(TASK REQUIREMENTS)
Reproduce the entries word for word but drop every picture.

(DATA FOR REVIEW)
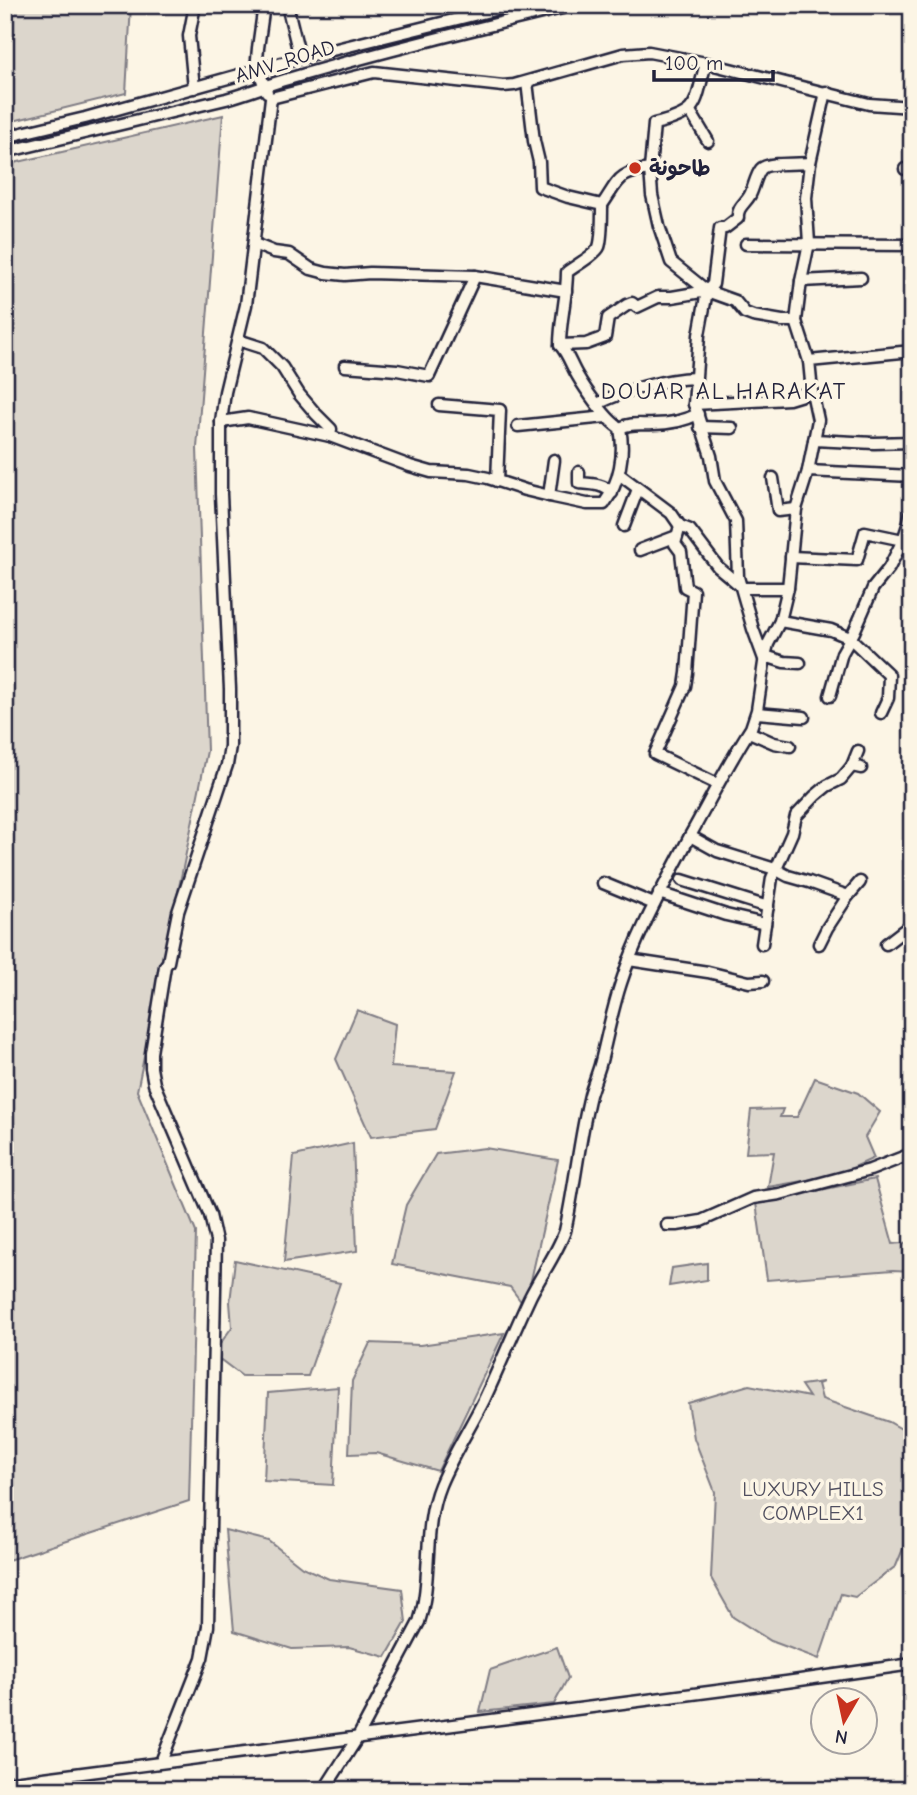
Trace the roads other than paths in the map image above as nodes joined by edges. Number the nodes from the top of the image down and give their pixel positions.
1 (195, 5) edge
2 (264, 5) edge
3 (287, 5) edge
4 (514, 5) edge
5 (575, 5) edge
6 (300, 58) junction
7 (706, 62) junction
8 (256, 70) junction
9 (527, 82) junction
10 (214, 83) junction
11 (264, 87) junction
12 (194, 88) junction
13 (826, 92) junction
14 (271, 98) junction
15 (218, 100) junction
16 (912, 107) edge
17 (690, 111) junction
18 (85, 118) junction
19 (63, 123) junction
20 (88, 132) junction
21 (5, 137) edge
22 (66, 137) junction
23 (708, 141) dead end
24 (5, 152) edge
25 (810, 163) junction
26 (650, 169) junction
27 (602, 205) junction
28 (809, 243) junction
29 (254, 244) junction
30 (746, 244) dead end
31 (912, 245) edge
32 (475, 276) junction
33 (861, 278) dead end
34 (801, 281) junction
35 (566, 291) junction
36 (707, 291) junction
37 (796, 321) junction
38 (238, 340) junction
39 (560, 345) junction
40 (912, 351) edge
41 (809, 361) junction
42 (345, 366) dead end
43 (695, 378) junction
44 (811, 392) junction
45 (597, 404) junction
46 (439, 405) dead end
47 (696, 409) junction
48 (606, 417) junction
49 (221, 422) junction
50 (518, 426) dead end
51 (700, 426) junction
52 (620, 428) junction
53 (732, 428) dead end
54 (330, 436) junction
55 (814, 440) junction
56 (912, 442) edge
57 (554, 460) dead end
58 (808, 471) junction
59 (579, 472) dead end
60 (619, 474) junction
61 (912, 476) edge
62 (773, 478) dead end
63 (497, 481) junction
64 (638, 489) junction
65 (612, 493) junction
66 (550, 496) junction
67 (912, 508) edge
68 (796, 509) junction
69 (624, 526) dead end
70 (679, 531) junction
71 (903, 540) junction
72 (640, 550) dead end
73 (791, 556) junction
74 (788, 587) junction
75 (743, 588) junction
76 (780, 621) junction
77 (850, 638) junction
78 (765, 658) junction
79 (800, 663) dead end
80 (831, 696) dead end
81 (757, 713) junction
82 (881, 713) dead end
83 (804, 717) dead end
84 (749, 732) junction
85 (790, 746) dead end
86 (858, 751) dead end
87 (718, 783) junction
88 (691, 836) junction
89 (775, 869) junction
90 (682, 880) dead end
91 (603, 883) dead end
92 (860, 883) dead end
93 (659, 893) junction
94 (848, 896) junction
95 (654, 904) junction
96 (768, 907) junction
97 (765, 924) junction
98 (912, 924) edge
99 (762, 944) dead end
100 (819, 944) dead end
101 (886, 944) dead end
102 (629, 960) junction
103 (763, 981) dead end
104 (912, 1152) edge
105 (667, 1225) dead end
106 (912, 1664) edge
107 (358, 1737) junction
108 (160, 1762) junction
109 (5, 1783) edge
110 (324, 1790) edge

1 - 12 street
2 - 8 street
3 - 6 street
4 - 6 street
5 - 11 street, AMV_ROAD
6 - 8 street
7 - 9 street
7 - 13 street
7 - 17 street
8 - 10 street
8 - 11 street
9 - 14 street
9 - 27 street
10 - 12 street
10 - 15 street
11 - 14 street
11 - 15 street, AMV_ROAD
12 - 18 street
13 - 16 street
13 - 25 street
14 - 29 street
15 - 20 street, AMV_ROAD
17 - 23 street
17 - 26 street
18 - 19 street
18 - 20 street
19 - 21 street
19 - 22 street
20 - 22 street, AMV_ROAD
22 - 24 street, AMV_ROAD
25 - 28 street
25 - 36 street
26 - 27 street
26 - 36 street
27 - 35 street
28 - 30 street
28 - 31 street
28 - 34 street
29 - 32 street
29 - 38 street
32 - 35 street
32 - 42 street
33 - 34 street
34 - 37 street
35 - 39 street
36 - 37 street
36 - 39 street
36 - 43 street
37 - 41 street
38 - 49 street
38 - 54 street
39 - 45 street
40 - 41 street
41 - 44 street
43 - 45 street
43 - 47 street
44 - 47 street
44 - 55 street
45 - 48 street
46 - 63 street
47 - 51 street
47 - 52 street
48 - 50 street
48 - 52 street
49 - 54 street
49 - 108 street
51 - 53 street
51 - 75 street
52 - 60 street
54 - 63 street
55 - 56 street
55 - 58 street
57 - 66 street
58 - 61 street
58 - 68 street
59 - 65 street
60 - 64 street
60 - 65 street
62 - 68 street
63 - 66 street
64 - 69 street
64 - 70 street
65 - 66 street
67 - 71 street
68 - 73 street
70 - 72 street
70 - 75 street
70 - 87 street
71 - 73 street
71 - 77 street
73 - 74 street
74 - 75 street
74 - 76 street
75 - 78 street
76 - 77 street
76 - 78 street
77 - 80 street
77 - 82 street
78 - 79 street
78 - 81 street
81 - 83 street
81 - 84 street
84 - 85 street
84 - 87 street
86 - 89 street
87 - 88 street
88 - 89 street
88 - 93 street
89 - 94 street
89 - 96 street
90 - 96 street
91 - 95 street
92 - 94 street
93 - 95 street
93 - 97 street
94 - 100 street
95 - 102 street
96 - 97 street
97 - 99 street
98 - 101 street
102 - 103 street
102 - 107 street
104 - 105 street
106 - 107 street
107 - 108 street
107 - 110 street
108 - 109 street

(RESPONSE)
Trace the roads other than paths in the map image above as nodes joined by edges. Number the nodes from the top of the image down and give their pixel positions.
1 (195, 5) edge
2 (264, 5) edge
3 (287, 5) edge
4 (514, 5) edge
5 (575, 5) edge
6 (300, 58) junction
7 (706, 62) junction
8 (256, 70) junction
9 (527, 82) junction
10 (214, 83) junction
11 (264, 87) junction
12 (194, 88) junction
13 (826, 92) junction
14 (271, 98) junction
15 (218, 100) junction
16 (912, 107) edge
17 (690, 111) junction
18 (85, 118) junction
19 (63, 123) junction
20 (88, 132) junction
21 (5, 137) edge
22 (66, 137) junction
23 (708, 141) dead end
24 (5, 152) edge
25 (810, 163) junction
26 (650, 169) junction
27 (602, 205) junction
28 (809, 243) junction
29 (254, 244) junction
30 (746, 244) dead end
31 (912, 245) edge
32 (475, 276) junction
33 (861, 278) dead end
34 (801, 281) junction
35 (566, 291) junction
36 (707, 291) junction
37 (796, 321) junction
38 (238, 340) junction
39 (560, 345) junction
40 (912, 351) edge
41 (809, 361) junction
42 (345, 366) dead end
43 (695, 378) junction
44 (811, 392) junction
45 (597, 404) junction
46 (439, 405) dead end
47 (696, 409) junction
48 (606, 417) junction
49 (221, 422) junction
50 (518, 426) dead end
51 (700, 426) junction
52 (620, 428) junction
53 (732, 428) dead end
54 (330, 436) junction
55 (814, 440) junction
56 (912, 442) edge
57 (554, 460) dead end
58 (808, 471) junction
59 (579, 472) dead end
60 (619, 474) junction
61 (912, 476) edge
62 (773, 478) dead end
63 (497, 481) junction
64 (638, 489) junction
65 (612, 493) junction
66 (550, 496) junction
67 (912, 508) edge
68 (796, 509) junction
69 (624, 526) dead end
70 (679, 531) junction
71 (903, 540) junction
72 (640, 550) dead end
73 (791, 556) junction
74 (788, 587) junction
75 (743, 588) junction
76 (780, 621) junction
77 (850, 638) junction
78 (765, 658) junction
79 (800, 663) dead end
80 (831, 696) dead end
81 (757, 713) junction
82 (881, 713) dead end
83 (804, 717) dead end
84 (749, 732) junction
85 (790, 746) dead end
86 (858, 751) dead end
87 (718, 783) junction
88 (691, 836) junction
89 (775, 869) junction
90 (682, 880) dead end
91 (603, 883) dead end
92 (860, 883) dead end
93 (659, 893) junction
94 (848, 896) junction
95 (654, 904) junction
96 (768, 907) junction
97 (765, 924) junction
98 (912, 924) edge
99 (762, 944) dead end
100 (819, 944) dead end
101 (886, 944) dead end
102 (629, 960) junction
103 (763, 981) dead end
104 (912, 1152) edge
105 (667, 1225) dead end
106 (912, 1664) edge
107 (358, 1737) junction
108 (160, 1762) junction
109 (5, 1783) edge
110 (324, 1790) edge

1 - 12 street
2 - 8 street
3 - 6 street
4 - 6 street
5 - 11 street, AMV_ROAD
6 - 8 street
7 - 9 street
7 - 13 street
7 - 17 street
8 - 10 street
8 - 11 street
9 - 14 street
9 - 27 street
10 - 12 street
10 - 15 street
11 - 14 street
11 - 15 street, AMV_ROAD
12 - 18 street
13 - 16 street
13 - 25 street
14 - 29 street
15 - 20 street, AMV_ROAD
17 - 23 street
17 - 26 street
18 - 19 street
18 - 20 street
19 - 21 street
19 - 22 street
20 - 22 street, AMV_ROAD
22 - 24 street, AMV_ROAD
25 - 28 street
25 - 36 street
26 - 27 street
26 - 36 street
27 - 35 street
28 - 30 street
28 - 31 street
28 - 34 street
29 - 32 street
29 - 38 street
32 - 35 street
32 - 42 street
33 - 34 street
34 - 37 street
35 - 39 street
36 - 37 street
36 - 39 street
36 - 43 street
37 - 41 street
38 - 49 street
38 - 54 street
39 - 45 street
40 - 41 street
41 - 44 street
43 - 45 street
43 - 47 street
44 - 47 street
44 - 55 street
45 - 48 street
46 - 63 street
47 - 51 street
47 - 52 street
48 - 50 street
48 - 52 street
49 - 54 street
49 - 108 street
51 - 53 street
51 - 75 street
52 - 60 street
54 - 63 street
55 - 56 street
55 - 58 street
57 - 66 street
58 - 61 street
58 - 68 street
59 - 65 street
60 - 64 street
60 - 65 street
62 - 68 street
63 - 66 street
64 - 69 street
64 - 70 street
65 - 66 street
67 - 71 street
68 - 73 street
70 - 72 street
70 - 75 street
70 - 87 street
71 - 73 street
71 - 77 street
73 - 74 street
74 - 75 street
74 - 76 street
75 - 78 street
76 - 77 street
76 - 78 street
77 - 80 street
77 - 82 street
78 - 79 street
78 - 81 street
81 - 83 street
81 - 84 street
84 - 85 street
84 - 87 street
86 - 89 street
87 - 88 street
88 - 89 street
88 - 93 street
89 - 94 street
89 - 96 street
90 - 96 street
91 - 95 street
92 - 94 street
93 - 95 street
93 - 97 street
94 - 100 street
95 - 102 street
96 - 97 street
97 - 99 street
98 - 101 street
102 - 103 street
102 - 107 street
104 - 105 street
106 - 107 street
107 - 108 street
107 - 110 street
108 - 109 street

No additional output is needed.